[DATA PROVIDED]:

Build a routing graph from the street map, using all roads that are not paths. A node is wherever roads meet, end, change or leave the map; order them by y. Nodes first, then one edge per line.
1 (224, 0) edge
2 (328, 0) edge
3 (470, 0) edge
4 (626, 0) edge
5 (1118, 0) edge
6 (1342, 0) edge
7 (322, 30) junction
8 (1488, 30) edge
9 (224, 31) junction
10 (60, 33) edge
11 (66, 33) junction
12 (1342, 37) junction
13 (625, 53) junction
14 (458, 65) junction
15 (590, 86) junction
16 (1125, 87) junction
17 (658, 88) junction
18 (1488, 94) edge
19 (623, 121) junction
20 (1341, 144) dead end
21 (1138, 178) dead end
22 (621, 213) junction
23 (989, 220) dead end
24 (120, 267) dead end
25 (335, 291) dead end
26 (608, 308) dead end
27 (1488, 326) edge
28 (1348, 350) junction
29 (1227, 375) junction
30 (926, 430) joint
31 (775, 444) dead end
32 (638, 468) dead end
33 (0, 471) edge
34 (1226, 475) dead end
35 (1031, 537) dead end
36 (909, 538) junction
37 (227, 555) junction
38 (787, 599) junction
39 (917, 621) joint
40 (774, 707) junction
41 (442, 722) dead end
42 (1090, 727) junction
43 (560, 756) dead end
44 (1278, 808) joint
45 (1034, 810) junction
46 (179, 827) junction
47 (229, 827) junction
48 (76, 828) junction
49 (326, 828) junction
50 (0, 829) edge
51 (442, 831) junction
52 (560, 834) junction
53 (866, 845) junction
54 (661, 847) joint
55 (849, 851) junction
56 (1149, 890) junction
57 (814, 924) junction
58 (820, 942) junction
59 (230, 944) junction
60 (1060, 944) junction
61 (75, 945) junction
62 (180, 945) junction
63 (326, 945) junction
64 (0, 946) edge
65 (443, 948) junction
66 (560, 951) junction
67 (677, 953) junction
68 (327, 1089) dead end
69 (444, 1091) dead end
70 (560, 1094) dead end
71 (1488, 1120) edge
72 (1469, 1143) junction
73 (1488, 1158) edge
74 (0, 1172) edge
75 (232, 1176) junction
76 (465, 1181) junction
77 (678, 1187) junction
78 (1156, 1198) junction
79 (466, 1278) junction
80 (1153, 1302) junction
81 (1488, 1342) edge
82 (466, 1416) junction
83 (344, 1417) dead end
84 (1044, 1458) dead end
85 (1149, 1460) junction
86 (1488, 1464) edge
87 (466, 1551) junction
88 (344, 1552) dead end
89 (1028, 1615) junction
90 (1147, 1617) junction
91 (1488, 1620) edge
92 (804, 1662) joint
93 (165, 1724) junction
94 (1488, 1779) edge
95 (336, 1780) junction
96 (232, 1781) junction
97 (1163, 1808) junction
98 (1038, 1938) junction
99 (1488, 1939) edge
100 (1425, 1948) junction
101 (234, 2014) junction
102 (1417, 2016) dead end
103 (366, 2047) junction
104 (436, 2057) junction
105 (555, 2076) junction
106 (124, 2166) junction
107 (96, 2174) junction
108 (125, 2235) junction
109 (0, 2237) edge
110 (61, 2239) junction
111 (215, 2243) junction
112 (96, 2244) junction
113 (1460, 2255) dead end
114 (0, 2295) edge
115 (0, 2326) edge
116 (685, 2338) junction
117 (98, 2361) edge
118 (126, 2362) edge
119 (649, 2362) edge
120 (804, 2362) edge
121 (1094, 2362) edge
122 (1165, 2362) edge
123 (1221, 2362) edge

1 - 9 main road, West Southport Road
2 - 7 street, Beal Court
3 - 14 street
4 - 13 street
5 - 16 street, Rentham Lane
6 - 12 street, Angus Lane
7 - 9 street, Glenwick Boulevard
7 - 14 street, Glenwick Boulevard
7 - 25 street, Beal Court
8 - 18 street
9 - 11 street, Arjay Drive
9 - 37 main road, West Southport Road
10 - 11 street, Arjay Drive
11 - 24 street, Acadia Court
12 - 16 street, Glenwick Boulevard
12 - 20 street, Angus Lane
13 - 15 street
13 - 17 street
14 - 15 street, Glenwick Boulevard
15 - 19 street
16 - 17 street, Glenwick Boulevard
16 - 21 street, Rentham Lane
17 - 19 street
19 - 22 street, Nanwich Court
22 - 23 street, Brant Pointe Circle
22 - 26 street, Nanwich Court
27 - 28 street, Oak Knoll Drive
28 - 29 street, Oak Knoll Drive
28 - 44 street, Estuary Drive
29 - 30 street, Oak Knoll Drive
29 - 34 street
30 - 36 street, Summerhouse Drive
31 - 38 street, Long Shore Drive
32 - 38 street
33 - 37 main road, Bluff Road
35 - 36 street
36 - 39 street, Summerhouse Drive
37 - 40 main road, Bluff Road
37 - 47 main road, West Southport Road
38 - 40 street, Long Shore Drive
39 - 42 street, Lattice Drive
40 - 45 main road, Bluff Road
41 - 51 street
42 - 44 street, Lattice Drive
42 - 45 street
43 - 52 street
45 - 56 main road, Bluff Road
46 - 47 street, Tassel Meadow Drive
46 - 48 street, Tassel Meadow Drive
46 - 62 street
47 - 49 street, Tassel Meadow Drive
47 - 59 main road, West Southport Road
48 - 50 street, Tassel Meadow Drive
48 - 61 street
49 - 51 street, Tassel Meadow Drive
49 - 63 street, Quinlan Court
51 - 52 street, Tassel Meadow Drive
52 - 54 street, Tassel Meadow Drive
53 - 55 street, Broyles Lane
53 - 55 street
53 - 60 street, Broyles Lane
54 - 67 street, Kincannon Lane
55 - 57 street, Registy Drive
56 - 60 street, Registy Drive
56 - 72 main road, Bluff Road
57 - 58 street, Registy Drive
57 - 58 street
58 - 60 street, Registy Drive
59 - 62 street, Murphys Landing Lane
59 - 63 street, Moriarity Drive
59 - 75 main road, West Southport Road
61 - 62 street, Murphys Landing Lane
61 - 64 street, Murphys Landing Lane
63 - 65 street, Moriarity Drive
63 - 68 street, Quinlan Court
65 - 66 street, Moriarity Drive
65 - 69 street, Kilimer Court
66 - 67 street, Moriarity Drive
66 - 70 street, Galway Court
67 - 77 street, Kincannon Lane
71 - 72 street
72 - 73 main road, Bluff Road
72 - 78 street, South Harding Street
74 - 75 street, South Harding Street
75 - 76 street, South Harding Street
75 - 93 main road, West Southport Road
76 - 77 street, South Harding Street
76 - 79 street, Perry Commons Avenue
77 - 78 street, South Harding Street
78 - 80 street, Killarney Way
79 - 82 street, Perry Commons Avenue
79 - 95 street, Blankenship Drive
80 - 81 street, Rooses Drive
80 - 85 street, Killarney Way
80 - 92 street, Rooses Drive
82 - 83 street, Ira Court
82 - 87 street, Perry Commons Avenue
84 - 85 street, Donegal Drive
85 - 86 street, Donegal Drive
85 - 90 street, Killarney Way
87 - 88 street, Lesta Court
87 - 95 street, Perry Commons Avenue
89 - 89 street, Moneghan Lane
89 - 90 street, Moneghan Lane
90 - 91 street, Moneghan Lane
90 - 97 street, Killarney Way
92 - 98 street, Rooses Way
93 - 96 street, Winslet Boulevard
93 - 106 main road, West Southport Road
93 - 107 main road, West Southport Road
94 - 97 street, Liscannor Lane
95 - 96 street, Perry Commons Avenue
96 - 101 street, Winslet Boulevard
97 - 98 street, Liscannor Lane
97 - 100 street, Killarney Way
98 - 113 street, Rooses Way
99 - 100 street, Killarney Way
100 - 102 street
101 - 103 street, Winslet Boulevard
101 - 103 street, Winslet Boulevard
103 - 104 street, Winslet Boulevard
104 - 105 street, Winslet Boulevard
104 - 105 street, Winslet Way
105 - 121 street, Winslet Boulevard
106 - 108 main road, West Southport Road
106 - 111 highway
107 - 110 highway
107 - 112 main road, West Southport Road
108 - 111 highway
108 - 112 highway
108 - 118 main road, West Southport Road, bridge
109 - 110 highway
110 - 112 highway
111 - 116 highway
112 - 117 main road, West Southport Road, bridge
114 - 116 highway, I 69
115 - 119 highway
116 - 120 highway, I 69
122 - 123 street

[EXERCISE DESCRIPTION]: Every line with the string "Boulevard" in the material should be returned.

[ANSWER BOX]:
7 - 9 street, Glenwick Boulevard
7 - 14 street, Glenwick Boulevard
12 - 16 street, Glenwick Boulevard
14 - 15 street, Glenwick Boulevard
16 - 17 street, Glenwick Boulevard
93 - 96 street, Winslet Boulevard
96 - 101 street, Winslet Boulevard
101 - 103 street, Winslet Boulevard
101 - 103 street, Winslet Boulevard
103 - 104 street, Winslet Boulevard
104 - 105 street, Winslet Boulevard
105 - 121 street, Winslet Boulevard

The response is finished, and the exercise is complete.